Gallium maltolate
- Names: IUPAC name Tris(3-hydroxy-2-methyl-4H-pyran-4-one)gallium

Identifiers
- CAS Number: 108560-70-9;
- 3D model (JSmol): Interactive image;
- ChemSpider: 8022053;
- DrugBank: DB05420;
- PubChem CID: 9846339;
- UNII: 17LEI49C2G;

Properties
- Chemical formula: Ga(C_{6}H_{5}O_{3})_{3}
- Molar mass: 445.03 g/mol
- Appearance: White to pale beige crystalline solid or powder
- Density: 1.56 g/cm^{3}, solid
- Melting point: 220 °C (decomposes)
- Solubility in water: 24(2) mM; 10.7(9) mg/mL (25 °C)

Structure
- Crystal structure: Orthorhombic; space group Pbca
- Coordination geometry: Distorted octahedral

= Gallium maltolate =

Gallium maltolate is a coordination complex consisting of a trivalent gallium cation coordinated to three maltolate ligands. The compound is a potential therapeutic agent for cancer, infectious disease, and inflammatory disease. A cosmetic skin cream containing gallium maltolate is marketed under the name Gallixa. It is a colorless solid with significant solubility in both water and lipids (octanol-water partition coefficient = 0.41).

==Mechanism of action==
Gallium maltolate delivers gallium with higher oral bioavailability than that of gallium salts such as gallium nitrate and gallium trichloride. In vitro studies have found gallium to be antiproliferative due primarily to its ability to mimic ferric iron (Fe^{3+}). Ferric iron is essential for DNA synthesis, as it is present in the active site of the enzyme ribonucleotide reductase, which catalyzes the conversion of ribonucleotides to the deoxyribonucleotides required for DNA. Gallium is taken up by the rapidly proliferating cells, but it is not functional for DNA synthesis, so the cells cannot reproduce and they ultimately die by apoptosis. Normally reproducing cells take up little gallium (as is known from gallium scans), and gallium is not incorporated into hemoglobin, accounting for the relatively low toxicity of gallium.

==Research==
Gallium (III) ion shows anti-inflammatory activity in animal models of inflammatory disease. Orally administered gallium maltolate has demonstrated efficacy against two types of induced inflammatory arthritis in rats. Experimental evidence suggests that the anti-inflammatory activity of gallium may be due, at least in part, to the down-regulation of pro-inflammatory T-cells and inhibition of inflammatory cytokine secretion by macrophages. Because many iron compounds are pro-inflammatory, the ability of gallium to act as a non-functional iron mimic may contribute to its anti-inflammatory activity.
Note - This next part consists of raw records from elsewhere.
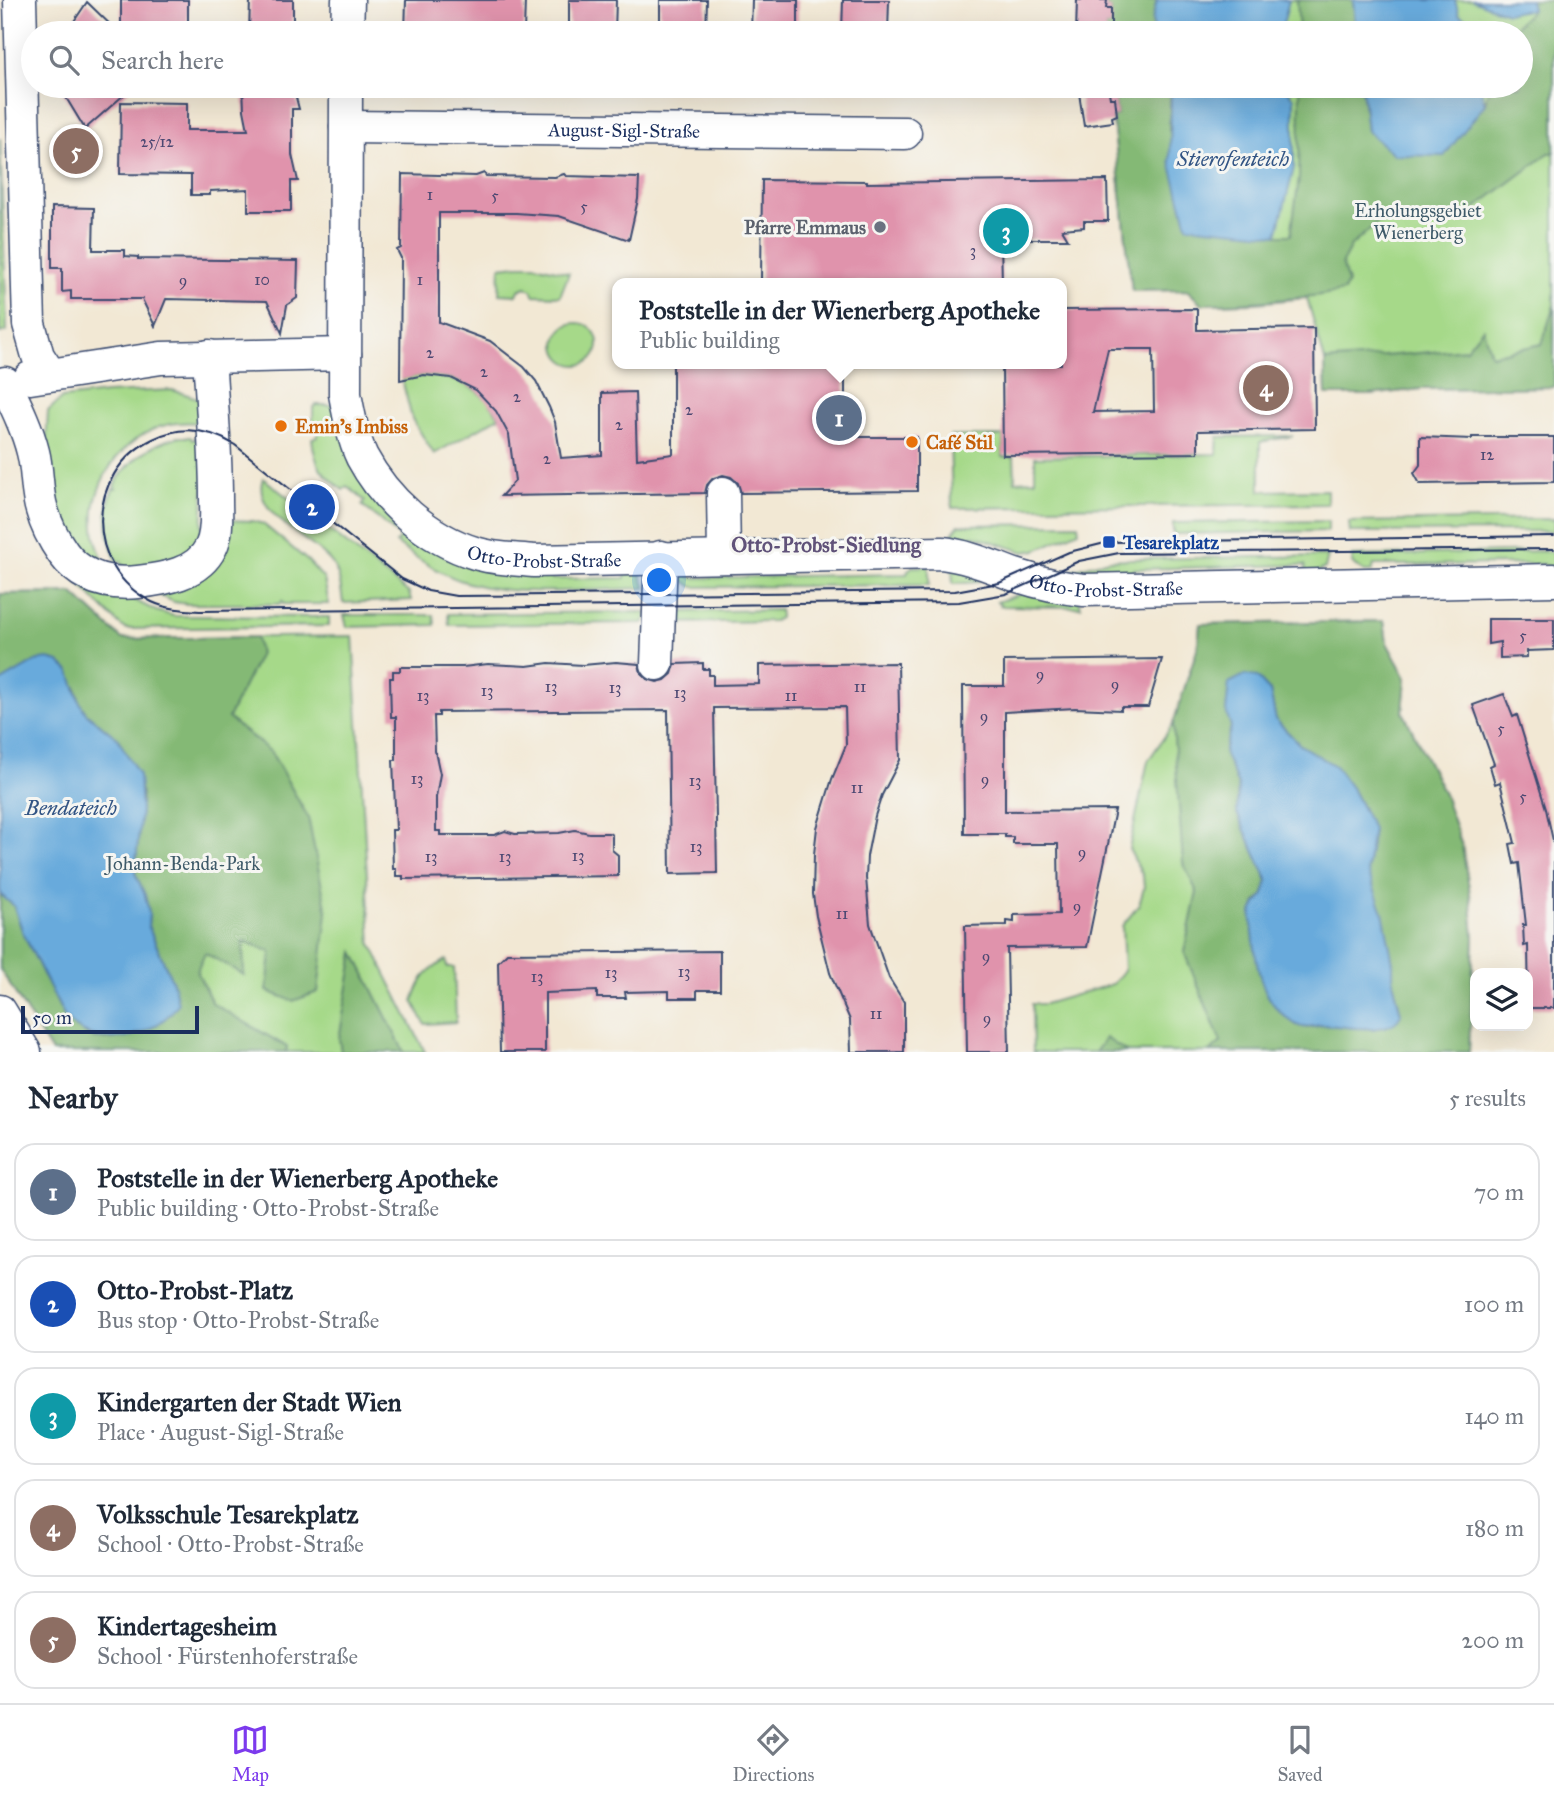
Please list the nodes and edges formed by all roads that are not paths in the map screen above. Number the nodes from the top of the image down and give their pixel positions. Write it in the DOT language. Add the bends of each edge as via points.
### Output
graph roads {
  1 [pos="20,0"];
  2 [pos="348,0"];
  3 [pos="347,21"];
  4 [pos="21,36"];
  5 [pos="23,98"];
  6 [pos="346,98"];
  7 [pos="346,127"];
  8 [pos="905,133"];
  9 [pos="345,354"];
  10 [pos="209,356"];
  11 [pos="43,365"];
  12 [pos="2,378"];
  13 [pos="723,493"];
  14 [pos="724,556"];
  15 [pos="661,557"];
  16 [pos="1554,580"];
  17 [pos="657,664"];
  18 [pos="0,1011"];
  19 [pos="0,1042"];
  20 [pos="6,1052"];
  21 [pos="26,1052"];
  1 -- 4 [label="street"];
  2 -- 3 [label="street"];
  5 -- 11 [label="street" via="29,324"];
  6 -- 7 [label="street, Otto-Probst-Straße"];
  7 -- 8 [label="street, August-Sigl-Straße"];
  7 -- 9 [label="street, Otto-Probst-Straße"];
  9 -- 10 [label="street"];
  9 -- 15 [label="street, Otto-Probst-Straße" via="347,406 361,455 386,491 436,535 473,553 523,560"];
  10 -- 11 [label="street"];
  10 -- 12 [label="street" via="216,525 211,547 186,571 127,583 111,583 83,573 52,536 41,510 34,455"];
  11 -- 12 [label="street"];
  13 -- 14 [label="street"];
  14 -- 15 [label="street, Otto-Probst-Straße"];
  14 -- 16 [label="street, Otto-Probst-Straße" via="942,553 1084,590"];
  15 -- 17 [label="street"];
  18 -- 21 [label="street"];
  19 -- 20 [label="highway"];
}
Gallium maltolate has also been proposed for the treatment of primary liver cancer (hepatocellular carcinoma; HCC). In vitro experiments demonstrated efficacy against HCC cell lines, and encouraging clinical results have been reported.
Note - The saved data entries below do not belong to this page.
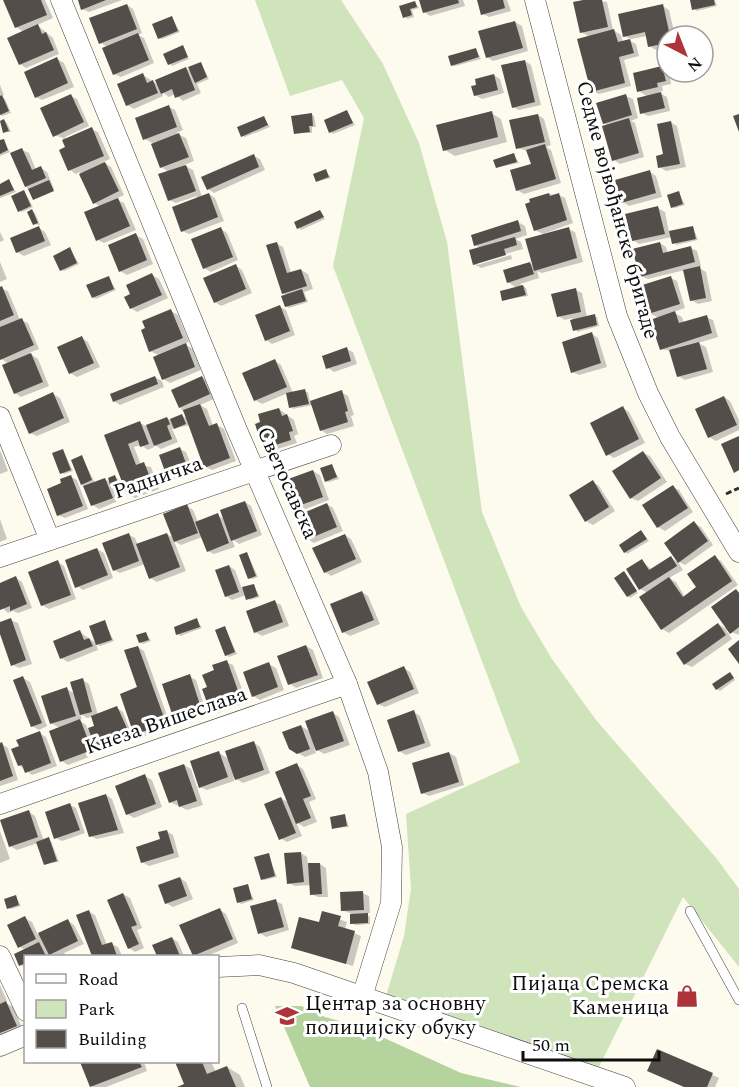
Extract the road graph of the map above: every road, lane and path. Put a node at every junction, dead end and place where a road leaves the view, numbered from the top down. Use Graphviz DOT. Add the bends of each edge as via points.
graph roads {
  1 [pos="61,0"];
  2 [pos="535,0"];
  3 [pos="0,417"];
  4 [pos="331,445"];
  5 [pos="255,471"];
  6 [pos="50,540"];
  7 [pos="739,552"];
  8 [pos="0,556"];
  9 [pos="347,684"];
  10 [pos="0,804"];
  11 [pos="690,910"];
  12 [pos="0,956"];
  13 [pos="219,967"];
  14 [pos="362,997"];
  15 [pos="739,1000"];
  16 [pos="24,1007"];
  17 [pos="242,1008"];
  18 [pos="24,1036"];
  19 [pos="0,1046"];
  20 [pos="267,1087"];
  21 [pos="625,1087"];
  1 -- 5 [label="street, Светосавска"];
  2 -- 7 [label="street, Седме војвођанске бригаде" via="617,316 670,437"];
  3 -- 6 [label="street"];
  4 -- 5 [label="street, Радничка"];
  5 -- 6 [label="street, Радничка"];
  5 -- 9 [label="street, Светосавска"];
  6 -- 8 [label="street, Радничка"];
  9 -- 10 [label="street, Кнеза Вишеслава"];
  9 -- 14 [label="street, Светосавска" via="378,772 392,847 391,903"];
  11 -- 15 [label="lane"];
  12 -- 16 [label="street"];
  13 -- 14 [label="street" via="259,965"];
  14 -- 21 [label="street"];
  17 -- 20 [label="lane"];
  18 -- 19 [label="street"];
}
Gallium compounds are active against infection-related biofilms, particularly those caused by Pseudomonas aeruginosa. In related research, locally administered gallium maltolate has shown efficacy against P. aeruginosa in a mouse burn/infection model. The potential of this approach may be somewhat limited by the relatively rapid appearance of gallium-resistant isolates.

Oral gallium maltolate has been investigated as a treatment for Rhodococcus equi foal pneumonia, a common and often fatal disease of newborn horses. R. equi can also infect humans with AIDS or who are otherwise immunocompromized.

Topically applied gallium maltolate has been studied for use in neuropathic pain (severe postherpetic neuralgia and trigeminal neuralgia). It has been hypothesized that any effect on pain may be related to gallium's anti-inflammatory mechanisms, and possibly from its interactions with certain matrix metalloproteinases and substance P, whose activities are zinc-mediated and which have been implicated in the etiology of pain.